Viola Shafik

August 2020

https://de.wikipedia.org/wiki/Viola_Shafik

When I applied for the residency I was hoping to reconnect to my (audio-)visual projects, spend the four weeks with my water colors and work on two of my documentary film projects. However, with less time at my hands than I had originally planned I found myself stuck with an academic book project on revolutionary Arab filmmaking that I was still wrapping up. By coincidence I was not the only writer at the residency. With Gisela, Mika and Sharon all of whom have longstanding experiences as authors I found a fruitful and understanding environment where I could share and exchange the joys and concerns of that process.

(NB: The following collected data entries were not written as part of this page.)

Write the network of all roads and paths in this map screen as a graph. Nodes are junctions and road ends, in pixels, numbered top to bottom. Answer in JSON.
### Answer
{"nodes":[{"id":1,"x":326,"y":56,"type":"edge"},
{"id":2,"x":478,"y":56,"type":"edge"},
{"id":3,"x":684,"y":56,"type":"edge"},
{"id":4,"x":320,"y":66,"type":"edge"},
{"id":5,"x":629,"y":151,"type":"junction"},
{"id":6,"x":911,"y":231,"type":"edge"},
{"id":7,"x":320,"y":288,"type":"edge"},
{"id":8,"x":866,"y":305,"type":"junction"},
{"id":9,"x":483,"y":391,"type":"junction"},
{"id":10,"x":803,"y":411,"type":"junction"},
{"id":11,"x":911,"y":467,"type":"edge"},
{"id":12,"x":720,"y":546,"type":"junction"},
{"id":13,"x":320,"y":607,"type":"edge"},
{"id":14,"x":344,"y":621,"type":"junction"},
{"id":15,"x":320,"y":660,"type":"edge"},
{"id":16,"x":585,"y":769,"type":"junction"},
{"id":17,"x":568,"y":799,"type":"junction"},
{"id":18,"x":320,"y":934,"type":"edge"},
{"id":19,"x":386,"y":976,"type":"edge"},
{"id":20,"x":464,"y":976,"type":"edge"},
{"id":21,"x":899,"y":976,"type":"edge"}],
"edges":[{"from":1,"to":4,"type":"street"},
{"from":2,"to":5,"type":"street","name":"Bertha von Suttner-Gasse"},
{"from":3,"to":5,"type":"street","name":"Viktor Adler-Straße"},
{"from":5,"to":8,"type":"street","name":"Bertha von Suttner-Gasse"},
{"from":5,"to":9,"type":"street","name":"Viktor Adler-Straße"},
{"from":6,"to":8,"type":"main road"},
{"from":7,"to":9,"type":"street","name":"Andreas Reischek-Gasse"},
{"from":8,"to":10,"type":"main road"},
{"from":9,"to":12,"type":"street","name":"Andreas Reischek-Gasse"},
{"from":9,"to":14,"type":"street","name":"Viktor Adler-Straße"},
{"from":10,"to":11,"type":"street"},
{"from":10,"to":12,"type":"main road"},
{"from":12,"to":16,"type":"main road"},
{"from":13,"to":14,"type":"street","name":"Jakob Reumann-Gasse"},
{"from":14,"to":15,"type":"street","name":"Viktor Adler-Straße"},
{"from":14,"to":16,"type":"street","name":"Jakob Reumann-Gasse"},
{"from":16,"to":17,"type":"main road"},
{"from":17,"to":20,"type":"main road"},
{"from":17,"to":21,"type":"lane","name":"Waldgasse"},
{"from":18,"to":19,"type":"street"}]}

Thus, I made enough progress to be happy with the experience, even more encouraged by the silence, the garden, the forest, and the little pond in the neighborhood where I had an occasional swim.

So far, so good, you think: that sounds like a pretty nice and easy going experience! But that’s not all to it: In the middle of my stay my previous involvement in a social-political NGO came haunting me: accusations of severe sexual harassment circulated against an important male member of our NGO and came as a shock. They forced particularly the women of organization to take a stand and hence became a catalyst for latent conflicts, but brought up also personal as well as shared memories of traumata which could not be disregarded. Therefore, in the end I found myself preparing and producing an installation for KuBa’s open day. They inspired me to produce a sort of female cabinet in which the emotions that had been triggered by that case of sexual harassment, the experience of physical and psychological abuse as well as their resolution could be reflected in a sort of catharsis. And of course, the nature of the numerous available spaces of the annexed buildings ignited my imagination. So did the three post cards that I had picked during out welcome ritual from Sharon’s and Mika’s big collection. I had no artistic ambition attached but, funny enough, it brought me back to my early days in Art Academy where I used to make these kind of installations and fulfilled on top my initial wish to reconnect to my (audio-)visual means of expression during the residency. Hence: thank you life, thank you Sharon, thank you Mika for this opportunity!